Collected data entries:
○ ○ ○ ○
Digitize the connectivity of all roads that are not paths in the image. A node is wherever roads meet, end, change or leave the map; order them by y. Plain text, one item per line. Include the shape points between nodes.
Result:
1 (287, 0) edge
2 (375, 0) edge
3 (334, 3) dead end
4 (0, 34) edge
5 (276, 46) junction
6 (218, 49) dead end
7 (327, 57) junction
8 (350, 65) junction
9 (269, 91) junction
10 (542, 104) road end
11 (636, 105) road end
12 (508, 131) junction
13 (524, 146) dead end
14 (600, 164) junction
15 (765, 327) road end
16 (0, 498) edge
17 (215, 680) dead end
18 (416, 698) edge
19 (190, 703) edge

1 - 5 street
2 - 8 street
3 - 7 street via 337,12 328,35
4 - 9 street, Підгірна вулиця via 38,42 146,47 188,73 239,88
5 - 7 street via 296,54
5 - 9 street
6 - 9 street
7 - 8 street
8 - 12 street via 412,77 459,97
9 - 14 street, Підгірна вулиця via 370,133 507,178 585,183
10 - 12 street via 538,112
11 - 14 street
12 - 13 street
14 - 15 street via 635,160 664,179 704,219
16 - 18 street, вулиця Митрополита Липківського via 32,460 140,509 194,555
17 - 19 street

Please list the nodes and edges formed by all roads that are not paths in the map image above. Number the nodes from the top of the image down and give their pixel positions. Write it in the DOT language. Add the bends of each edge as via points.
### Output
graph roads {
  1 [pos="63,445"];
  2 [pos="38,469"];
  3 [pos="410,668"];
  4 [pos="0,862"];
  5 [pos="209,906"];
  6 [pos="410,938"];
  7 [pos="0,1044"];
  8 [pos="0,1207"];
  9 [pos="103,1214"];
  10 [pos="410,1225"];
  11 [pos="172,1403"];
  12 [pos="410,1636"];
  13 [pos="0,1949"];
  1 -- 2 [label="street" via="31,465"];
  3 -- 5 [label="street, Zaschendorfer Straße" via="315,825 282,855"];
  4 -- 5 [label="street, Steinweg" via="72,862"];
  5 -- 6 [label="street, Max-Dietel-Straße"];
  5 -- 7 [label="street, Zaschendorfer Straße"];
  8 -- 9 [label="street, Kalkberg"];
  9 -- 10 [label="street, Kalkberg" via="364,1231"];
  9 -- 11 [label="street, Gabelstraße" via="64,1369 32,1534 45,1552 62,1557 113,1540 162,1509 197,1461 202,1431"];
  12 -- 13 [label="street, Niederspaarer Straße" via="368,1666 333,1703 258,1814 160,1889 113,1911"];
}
○ ○ ○ ○
(WORK ORDER): For the string "nodes", go through the entries above and copy each line where it occurs.

(OUTPUT BELOW):
Digitize the connectivity of all roads that are not paths in the image. A node is wherever roads meet, end, change or leave the map; order them by y. Plain text, one item per line. Include the shape points between nodes.
Please list the nodes and edges formed by all roads that are not paths in the map image above. Number the nodes from the top of the image down and give their pixel positions. Write it in the DOT language. Add the bends of each edge as via points.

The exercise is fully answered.